🤖 AI Summary
This paper challenges the widely held assumption in machine learning that the Area Under the Precision-Recall Curve (AUPRC) is universally superior to the Area Under the ROC Curve (AUROC) under class imbalance—and investigates its implications for algorithmic fairness. Method: We conduct rigorous theoretical analysis, experiments on semi-synthetic and real-world fairness-sensitive datasets, and a large-scale bibliometric study covering over one million publications.
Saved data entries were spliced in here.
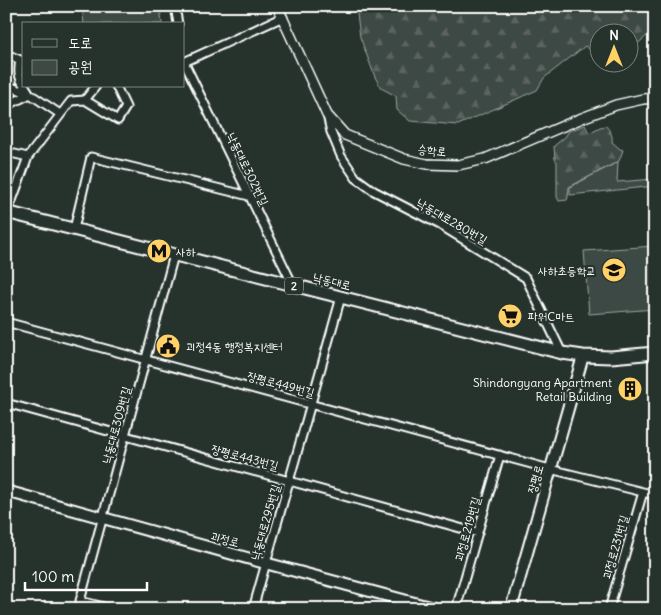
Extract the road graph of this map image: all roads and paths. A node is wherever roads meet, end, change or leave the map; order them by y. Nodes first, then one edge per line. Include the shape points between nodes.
1 (175, 6) edge
2 (277, 6) edge
3 (283, 17) junction
4 (178, 22) edge
5 (6, 54) edge
6 (22, 61) edge
7 (185, 62) edge
8 (185, 64) edge
9 (22, 83) edge
10 (6, 85) edge
11 (26, 88) edge
12 (94, 88) edge
13 (117, 88) edge
14 (30, 94) junction
15 (655, 98) edge
16 (85, 100) junction
17 (6, 106) edge
18 (60, 114) junction
19 (327, 115) junction
20 (6, 152) edge
21 (28, 157) junction
22 (249, 196) junction
23 (7, 213) edge
24 (74, 229) junction
25 (174, 255) junction
26 (293, 285) junction
27 (341, 297) junction
28 (6, 322) edge
29 (562, 353) junction
30 (655, 353) edge
31 (583, 356) junction
32 (145, 360) junction
33 (6, 403) edge
34 (311, 404) junction
35 (125, 436) junction
36 (500, 455) junction
37 (550, 470) junction
38 (289, 481) junction
39 (6, 491) edge
40 (643, 492) junction
41 (655, 495) edge
42 (102, 518) junction
43 (478, 533) junction
44 (266, 563) junction
45 (112, 609) edge
46 (252, 609) edge
47 (437, 609) edge
48 (456, 609) edge
49 (511, 609) edge
50 (608, 609) edge

1 - 4 street
2 - 3 street, 승학로
3 - 7 street
3 - 19 street, 승학로
5 - 6 street
6 - 9 street via 18,71
8 - 22 street, 낙동대로302번길
10 - 14 street
11 - 14 street
12 - 16 street
13 - 16 street via 126,107 118,120
14 - 17 street
14 - 18 street
15 - 19 street, 승학로 via 616,105 486,160 458,165 404,159 345,135
16 - 18 street via 71,101
18 - 21 street
19 - 29 street, 낙동대로280번길 via 341,156 356,178 526,278
20 - 21 street
21 - 23 street
22 - 24 street via 91,157
22 - 26 street, 낙동대로302번길
23 - 24 main road, 낙동대로 / 2
24 - 25 main road, 낙동대로 / 2
25 - 26 main road, 낙동대로 / 2
25 - 32 street, 낙동대로309번길
26 - 27 main road, 낙동대로 / 2
27 - 29 main road, 낙동대로 / 2
27 - 34 street, 낙동대로295번길
28 - 32 street, 장평로449번길
29 - 31 main road, 낙동대로 / 2
30 - 31 main road, 낙동대로 / 2
31 - 37 main road, 장평로
32 - 34 street, 장평로449번길
32 - 35 street, 낙동대로309번길
33 - 35 street, 장평로443번길
34 - 36 street, 장평로449번길
34 - 38 street, 낙동대로295번길
35 - 38 street, 장평로443번길
35 - 42 street, 낙동대로309번길
36 - 37 street, 장평로449번길
36 - 43 street, 괴정로219번길
37 - 40 street, 장평로449번길
37 - 49 main road, 장평로
38 - 43 street, 장평로443번길
38 - 44 street, 낙동대로295번길
39 - 42 main road, 괴정로
40 - 41 street, 장평로449번길
40 - 50 street, 괴정로231번길
42 - 44 main road, 괴정로
42 - 45 street, 낙동대로309번길 via 80,601
43 - 48 street, 괴정로219번길
44 - 46 street, 낙동대로295번길
44 - 47 main road, 괴정로

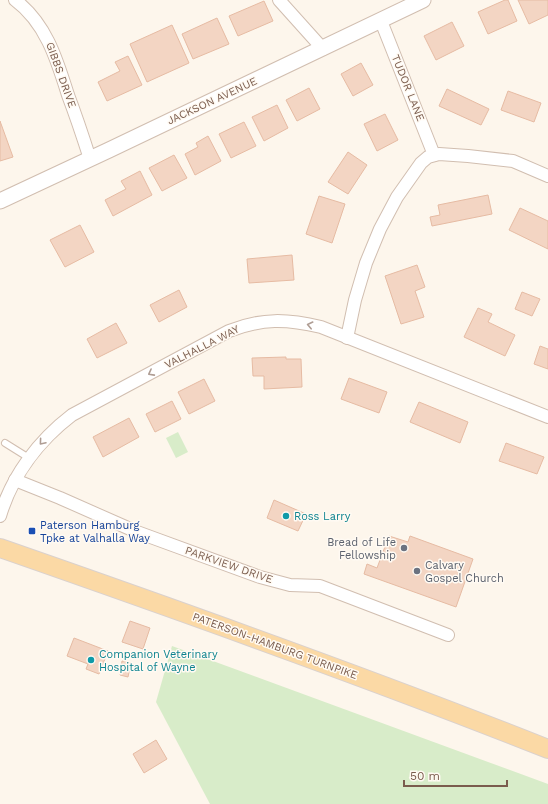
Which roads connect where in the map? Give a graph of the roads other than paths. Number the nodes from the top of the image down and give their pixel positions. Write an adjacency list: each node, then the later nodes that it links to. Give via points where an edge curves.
1 (15, 0): 7 (street, GIBBS DRIVE, via 33,17 54,51)
2 (279, 0): 5 (street)
3 (423, 0): 4 (street, JACKSON AVENUE)
4 (381, 21): 5 (street, JACKSON AVENUE); 6 (street, TUDOR LANE)
5 (323, 49): 7 (street, JACKSON AVENUE)
6 (434, 155): 8 (street, via 513,161); 10 (street, via 421,163 397,197 380,229 366,263)
7 (90, 158): 9 (street, JACKSON AVENUE)
8 (548, 176)
9 (0, 201)
10 (347, 338): 11 (street, VALHALLA WAY); 13 (street, VALHALLA WAY, one-way to 13, via 321,327 299,322 277,320 242,326 72,415 45,439)
11 (548, 416)
12 (5, 443): 13 (lane)
13 (29, 458): 14 (street, VALHALLA WAY)
14 (15, 480): 15 (street, VALHALLA WAY); 17 (street, PARKVIEW DRIVE, via 137,532 260,577 290,586 320,586)
15 (0, 516)
16 (0, 548): 18 (main road, PATERSON-HAMBURG TURNPIKE, via 187,614)
17 (448, 635)
18 (548, 749)

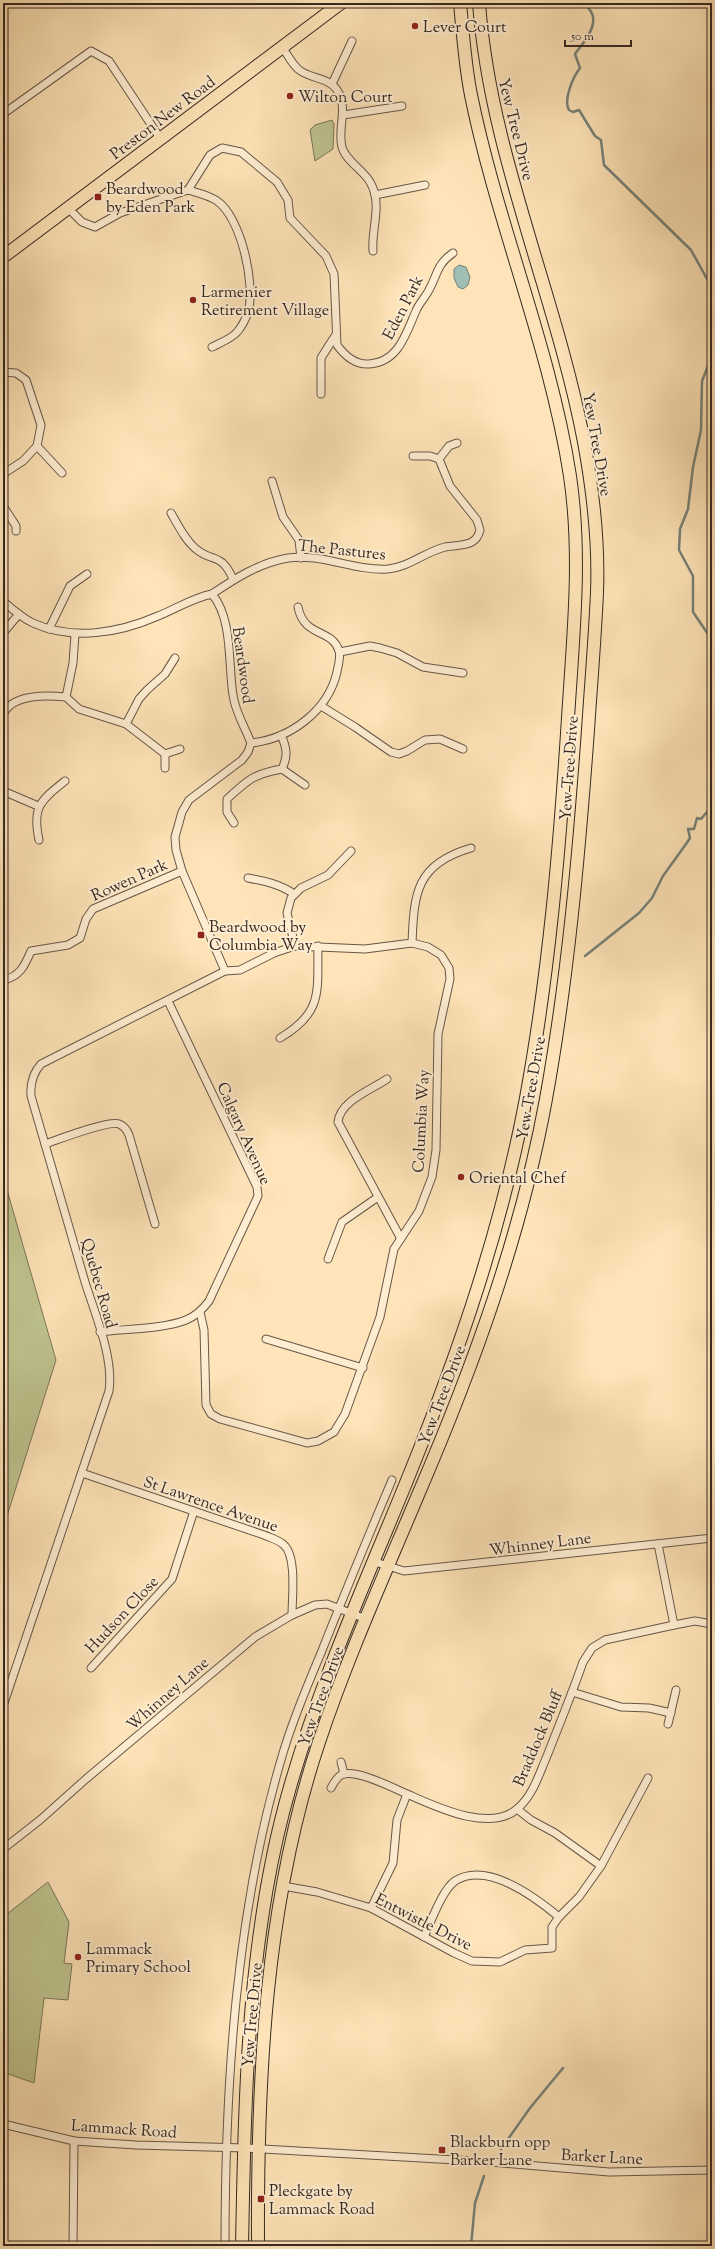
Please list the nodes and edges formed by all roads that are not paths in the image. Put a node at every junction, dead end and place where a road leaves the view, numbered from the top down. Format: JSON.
{"nodes":[{"id":1,"x":341,"y":3,"type":"edge"},
{"id":2,"x":460,"y":3,"type":"edge"},
{"id":3,"x":479,"y":3,"type":"edge"},
{"id":4,"x":352,"y":41,"type":"dead end"},
{"id":5,"x":281,"y":46,"type":"junction"},
{"id":6,"x":332,"y":84,"type":"junction"},
{"id":7,"x":402,"y":106,"type":"dead end"},
{"id":8,"x":3,"y":114,"type":"edge"},
{"id":9,"x":343,"y":114,"type":"junction"},
{"id":10,"x":160,"y":138,"type":"junction"},
{"id":11,"x":425,"y":184,"type":"dead end"},
{"id":12,"x":188,"y":190,"type":"junction"},
{"id":13,"x":375,"y":195,"type":"junction"},
{"id":14,"x":70,"y":209,"type":"junction"},
{"id":15,"x":373,"y":251,"type":"dead end"},
{"id":16,"x":452,"y":253,"type":"dead end"},
{"id":17,"x":3,"y":257,"type":"edge"},
{"id":18,"x":335,"y":336,"type":"junction"},
{"id":19,"x":212,"y":347,"type":"dead end"},
{"id":20,"x":3,"y":372,"type":"edge"},
{"id":21,"x":321,"y":394,"type":"dead end"},
{"id":22,"x":457,"y":443,"type":"dead end"},
{"id":23,"x":37,"y":446,"type":"junction"},
{"id":24,"x":413,"y":456,"type":"dead end"},
{"id":25,"x":439,"y":459,"type":"junction"},
{"id":26,"x":62,"y":473,"type":"dead end"},
{"id":27,"x":3,"y":474,"type":"edge"},
{"id":28,"x":272,"y":481,"type":"dead end"},
{"id":29,"x":3,"y":506,"type":"edge"},
{"id":30,"x":171,"y":513,"type":"dead end"},
{"id":31,"x":16,"y":531,"type":"dead end"},
{"id":32,"x":577,"y":552,"type":"junction"},
{"id":33,"x":597,"y":552,"type":"junction"},
{"id":34,"x":301,"y":558,"type":"junction"},
{"id":35,"x":87,"y":574,"type":"dead end"},
{"id":36,"x":233,"y":579,"type":"junction"},
{"id":37,"x":212,"y":594,"type":"junction"},
{"id":38,"x":3,"y":601,"type":"edge"},
{"id":39,"x":298,"y":607,"type":"dead end"},
{"id":40,"x":19,"y":614,"type":"junction"},
{"id":41,"x":49,"y":629,"type":"junction"},
{"id":42,"x":3,"y":633,"type":"edge"},
{"id":43,"x":75,"y":634,"type":"junction"},
{"id":44,"x":340,"y":652,"type":"junction"},
{"id":45,"x":175,"y":658,"type":"dead end"},
{"id":46,"x":463,"y":673,"type":"dead end"},
{"id":47,"x":66,"y":697,"type":"junction"},
{"id":48,"x":322,"y":706,"type":"junction"},
{"id":49,"x":3,"y":714,"type":"edge"},
{"id":50,"x":126,"y":724,"type":"junction"},
{"id":51,"x":281,"y":735,"type":"junction"},
{"id":52,"x":251,"y":743,"type":"junction"},
{"id":53,"x":180,"y":749,"type":"dead end"},
{"id":54,"x":463,"y":749,"type":"dead end"},
{"id":55,"x":165,"y":754,"type":"junction"},
{"id":56,"x":165,"y":768,"type":"dead end"},
{"id":57,"x":282,"y":769,"type":"junction"},
{"id":58,"x":65,"y":781,"type":"dead end"},
{"id":59,"x":304,"y":786,"type":"dead end"},
{"id":60,"x":3,"y":791,"type":"edge"},
{"id":61,"x":38,"y":806,"type":"junction"},
{"id":62,"x":234,"y":823,"type":"dead end"},
{"id":63,"x":39,"y":840,"type":"dead end"},
{"id":64,"x":471,"y":848,"type":"dead end"},
{"id":65,"x":351,"y":851,"type":"dead end"},
{"id":66,"x":182,"y":871,"type":"junction"},
{"id":67,"x":248,"y":878,"type":"dead end"},
{"id":68,"x":294,"y":894,"type":"junction"},
{"id":69,"x":412,"y":943,"type":"junction"},
{"id":70,"x":295,"y":946,"type":"junction"},
{"id":71,"x":318,"y":946,"type":"junction"},
{"id":72,"x":224,"y":971,"type":"junction"},
{"id":73,"x":3,"y":980,"type":"edge"},
{"id":74,"x":168,"y":1001,"type":"junction"},
{"id":75,"x":280,"y":1038,"type":"dead end"},
{"id":76,"x":536,"y":1040,"type":"junction"},
{"id":77,"x":555,"y":1043,"type":"junction"},
{"id":78,"x":387,"y":1079,"type":"dead end"},
{"id":79,"x":45,"y":1144,"type":"junction"},
{"id":80,"x":378,"y":1197,"type":"junction"},
{"id":81,"x":155,"y":1224,"type":"dead end"},
{"id":82,"x":400,"y":1237,"type":"junction"},
{"id":83,"x":491,"y":1243,"type":"junction"},
{"id":84,"x":510,"y":1247,"type":"junction"},
{"id":85,"x":328,"y":1259,"type":"dead end"},
{"id":86,"x":200,"y":1312,"type":"junction"},
{"id":87,"x":100,"y":1332,"type":"junction"},
{"id":88,"x":266,"y":1339,"type":"dead end"},
{"id":89,"x":363,"y":1368,"type":"junction"},
{"id":90,"x":82,"y":1473,"type":"junction"},
{"id":91,"x":392,"y":1480,"type":"dead end"},
{"id":92,"x":194,"y":1511,"type":"junction"},
{"id":93,"x":712,"y":1538,"type":"edge"},
{"id":94,"x":658,"y":1544,"type":"junction"},
{"id":95,"x":372,"y":1561,"type":"junction"},
{"id":96,"x":387,"y":1567,"type":"junction"},
{"id":97,"x":338,"y":1607,"type":"junction"},
{"id":98,"x":351,"y":1614,"type":"junction"},
{"id":99,"x":292,"y":1615,"type":"junction"},
{"id":100,"x":366,"y":1619,"type":"junction"},
{"id":101,"x":674,"y":1624,"type":"junction"},
{"id":102,"x":712,"y":1624,"type":"edge"},
{"id":103,"x":91,"y":1668,"type":"dead end"},
{"id":104,"x":676,"y":1690,"type":"dead end"},
{"id":105,"x":572,"y":1692,"type":"junction"},
{"id":106,"x":3,"y":1706,"type":"edge"},
{"id":107,"x":671,"y":1713,"type":"junction"},
{"id":108,"x":668,"y":1724,"type":"dead end"},
{"id":109,"x":341,"y":1762,"type":"dead end"},
{"id":110,"x":344,"y":1774,"type":"junction"},
{"id":111,"x":648,"y":1778,"type":"dead end"},
{"id":112,"x":331,"y":1788,"type":"dead end"},
{"id":113,"x":408,"y":1794,"type":"junction"},
{"id":114,"x":517,"y":1809,"type":"junction"},
{"id":115,"x":3,"y":1849,"type":"edge"},
{"id":116,"x":601,"y":1866,"type":"junction"},
{"id":117,"x":269,"y":1884,"type":"junction"},
{"id":118,"x":283,"y":1886,"type":"junction"},
{"id":119,"x":371,"y":1908,"type":"junction"},
{"id":120,"x":559,"y":1917,"type":"junction"},
{"id":121,"x":424,"y":1937,"type":"junction"},
{"id":122,"x":3,"y":2124,"type":"edge"},
{"id":123,"x":74,"y":2140,"type":"junction"},
{"id":124,"x":226,"y":2148,"type":"junction"},
{"id":125,"x":245,"y":2148,"type":"junction"},
{"id":126,"x":258,"y":2149,"type":"junction"},
{"id":127,"x":712,"y":2170,"type":"edge"},
{"id":128,"x":73,"y":2246,"type":"edge"},
{"id":129,"x":225,"y":2246,"type":"edge"},
{"id":130,"x":242,"y":2246,"type":"edge"},
{"id":131,"x":258,"y":2246,"type":"edge"}],
"edges":[{"from":1,"to":5,"type":"highway","name":"Preston New Road"},
{"from":2,"to":32,"type":"highway","name":"Yew Tree Drive"},
{"from":3,"to":33,"type":"highway","name":"Yew Tree Drive"},
{"from":4,"to":6,"type":"street"},
{"from":5,"to":6,"type":"street"},
{"from":5,"to":10,"type":"highway","name":"Preston New Road"},
{"from":6,"to":9,"type":"street"},
{"from":7,"to":9,"type":"street"},
{"from":8,"to":10,"type":"street"},
{"from":9,"to":13,"type":"street"},
{"from":10,"to":14,"type":"highway","name":"Preston New Road"},
{"from":11,"to":13,"type":"street"},
{"from":12,"to":14,"type":"street"},
{"from":12,"to":18,"type":"street","name":"Eden Park"},
{"from":12,"to":19,"type":"street"},
{"from":13,"to":15,"type":"street"},
{"from":14,"to":17,"type":"highway","name":"Preston New Road"},
{"from":16,"to":18,"type":"street","name":"Eden Park"},
{"from":18,"to":21,"type":"street"},
{"from":20,"to":23,"type":"street"},
{"from":22,"to":25,"type":"street"},
{"from":23,"to":26,"type":"street"},
{"from":23,"to":27,"type":"street"},
{"from":24,"to":25,"type":"street"},
{"from":25,"to":34,"type":"street","name":"The Pastures"},
{"from":28,"to":34,"type":"street"},
{"from":29,"to":31,"type":"street"},
{"from":30,"to":36,"type":"street"},
{"from":32,"to":33,"type":"highway"},
{"from":32,"to":76,"type":"highway","name":"Yew Tree Drive"},
{"from":33,"to":77,"type":"highway","name":"Yew Tree Drive"},
{"from":34,"to":36,"type":"street","name":"The Pastures"},
{"from":35,"to":41,"type":"street"},
{"from":36,"to":37,"type":"street","name":"The Pastures"},
{"from":37,"to":43,"type":"street"},
{"from":37,"to":52,"type":"street","name":"Beardwood"},
{"from":38,"to":40,"type":"street"},
{"from":39,"to":44,"type":"street"},
{"from":40,"to":41,"type":"street"},
{"from":40,"to":42,"type":"street"},
{"from":41,"to":43,"type":"street"},
{"from":43,"to":47,"type":"street"},
{"from":44,"to":46,"type":"street"},
{"from":44,"to":48,"type":"street"},
{"from":45,"to":50,"type":"street"},
{"from":47,"to":49,"type":"street"},
{"from":47,"to":50,"type":"street"},
{"from":48,"to":51,"type":"street"},
{"from":48,"to":54,"type":"street"},
{"from":50,"to":55,"type":"street"},
{"from":51,"to":52,"type":"street"},
{"from":51,"to":57,"type":"street"},
{"from":52,"to":66,"type":"street"},
{"from":53,"to":55,"type":"street"},
{"from":55,"to":56,"type":"street"},
{"from":57,"to":59,"type":"street"},
{"from":57,"to":62,"type":"street"},
{"from":58,"to":61,"type":"street"},
{"from":60,"to":61,"type":"street"},
{"from":61,"to":63,"type":"street"},
{"from":64,"to":69,"type":"street"},
{"from":65,"to":68,"type":"street"},
{"from":66,"to":72,"type":"street"},
{"from":66,"to":73,"type":"street","name":"Rowen Park"},
{"from":67,"to":68,"type":"street"},
{"from":68,"to":70,"type":"street"},
{"from":69,"to":71,"type":"street","name":"Columbia Way"},
{"from":69,"to":82,"type":"street","name":"Columbia Way"},
{"from":70,"to":71,"type":"street","name":"Columbia Way"},
{"from":70,"to":72,"type":"street","name":"Columbia Way"},
{"from":71,"to":75,"type":"street"},
{"from":72,"to":74,"type":"street","name":"Quebec Road"},
{"from":74,"to":79,"type":"street","name":"Quebec Road"},
{"from":74,"to":86,"type":"street","name":"Calgary Avenue"},
{"from":76,"to":77,"type":"highway"},
{"from":76,"to":83,"type":"highway","name":"Yew Tree Drive"},
{"from":77,"to":84,"type":"highway","name":"Yew Tree Drive"},
{"from":78,"to":80,"type":"street"},
{"from":79,"to":81,"type":"street"},
{"from":79,"to":87,"type":"street","name":"Quebec Road"},
{"from":80,"to":82,"type":"street"},
{"from":80,"to":85,"type":"street"},
{"from":82,"to":89,"type":"street","name":"Columbia Way"},
{"from":83,"to":84,"type":"highway"},
{"from":83,"to":95,"type":"highway","name":"Yew Tree Drive"},
{"from":84,"to":96,"type":"highway","name":"Yew Tree Drive"},
{"from":86,"to":87,"type":"street","name":"Calgary Avenue"},
{"from":86,"to":89,"type":"street","name":"Columbia Way"},
{"from":87,"to":90,"type":"street","name":"Quebec Road"},
{"from":88,"to":89,"type":"street"},
{"from":90,"to":92,"type":"street","name":"St Lawrence Avenue"},
{"from":90,"to":106,"type":"street","name":"Quebec Road"},
{"from":91,"to":97,"type":"street"},
{"from":92,"to":99,"type":"street","name":"St Lawrence Avenue"},
{"from":92,"to":103,"type":"street","name":"Hudson Close"},
{"from":93,"to":94,"type":"street","name":"Whinney Lane"},
{"from":94,"to":96,"type":"street","name":"Whinney Lane"},
{"from":94,"to":101,"type":"street"},
{"from":95,"to":96,"type":"street","name":"Whinney Lane"},
{"from":95,"to":98,"type":"highway","name":"Yew Tree Drive"},
{"from":96,"to":100,"type":"highway","name":"Yew Tree Drive"},
{"from":97,"to":98,"type":"street","name":"Whinney Lane"},
{"from":97,"to":99,"type":"street","name":"Whinney Lane"},
{"from":97,"to":124,"type":"street"},
{"from":98,"to":100,"type":"street","name":"Whinney Lane"},
{"from":98,"to":117,"type":"highway","name":"Yew Tree Drive"},
{"from":99,"to":115,"type":"street","name":"Whinney Lane"},
{"from":100,"to":118,"type":"highway","name":"Yew Tree Drive"},
{"from":101,"to":102,"type":"street"},
{"from":101,"to":105,"type":"street","name":"Braddock Bluff"},
{"from":104,"to":107,"type":"street"},
{"from":105,"to":107,"type":"street"},
{"from":105,"to":114,"type":"street","name":"Braddock Bluff"},
{"from":107,"to":108,"type":"street"},
{"from":109,"to":110,"type":"street"},
{"from":110,"to":112,"type":"street"},
{"from":110,"to":113,"type":"street","name":"Braddock Bluff"},
{"from":111,"to":116,"type":"street"},
{"from":113,"to":114,"type":"street","name":"Braddock Bluff"},
{"from":113,"to":119,"type":"street"},
{"from":114,"to":116,"type":"street"},
{"from":116,"to":120,"type":"street"},
{"from":117,"to":118,"type":"highway"},
{"from":117,"to":125,"type":"highway","name":"Yew Tree Drive"},
{"from":118,"to":119,"type":"street","name":"Entwistle Drive"},
{"from":118,"to":126,"type":"highway","name":"Yew Tree Drive"},
{"from":119,"to":121,"type":"street","name":"Entwistle Drive"},
{"from":120,"to":121,"type":"street","name":"Entwistle Drive"},
{"from":120,"to":121,"type":"street"},
{"from":122,"to":123,"type":"street","name":"Lammack Road"},
{"from":123,"to":124,"type":"street","name":"Lammack Road"},
{"from":123,"to":128,"type":"street"},
{"from":124,"to":125,"type":"street","name":"Lammack Road"},
{"from":124,"to":129,"type":"street"},
{"from":125,"to":126,"type":"street","name":"Lammack Road"},
{"from":125,"to":130,"type":"highway","name":"Yew Tree Drive"},
{"from":126,"to":127,"type":"street","name":"Barker Lane"},
{"from":126,"to":131,"type":"highway","name":"Yew Tree Drive"}]}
Contribution/Results: We provide the first formal proof that AUPRC is not generally advantageous under extreme imbalance; instead, it systematically amplifies group-level bias by favoring subpopulations with higher positive-class density. We trace and empirically refute the long-standing misconception that “AUPRC is inherently better.” Furthermore, we establish verifiable criteria delineating the applicability boundaries of AUROC versus AUPRC, and propose a principled, imbalance- and subgroup-aware framework for metric selection—thereby offering both theoretical foundations and practical guidance for fair model evaluation.
📝 Abstract
In machine learning (ML), a widespread claim is that the area under the precision-recall curve (AUPRC) is a superior metric for model comparison to the area under the receiver operating characteristic (AUROC) for tasks with class imbalance. This paper refutes this notion on two fronts. First, we theoretically characterize the behavior of AUROC and AUPRC in the presence of model mistakes, establishing clearly that AUPRC is not generally superior in cases of class imbalance. We further show that AUPRC can be a harmful metric as it can unduly favor model improvements in subpopulations with more frequent positive labels, heightening algorithmic disparities. Next, we empirically support our theory using experiments on both semi-synthetic and real-world fairness datasets. Prompted by these insights, we conduct a review of over 1.5 million scientific papers to understand the origin of this invalid claim, finding that it is often made without citation, misattributed to papers that do not argue this point, and aggressively over-generalized from source arguments. Our findings represent a dual contribution: a significant technical advancement in understanding the relationship between AUROC and AUPRC and a stark warning about unchecked assumptions in the ML community.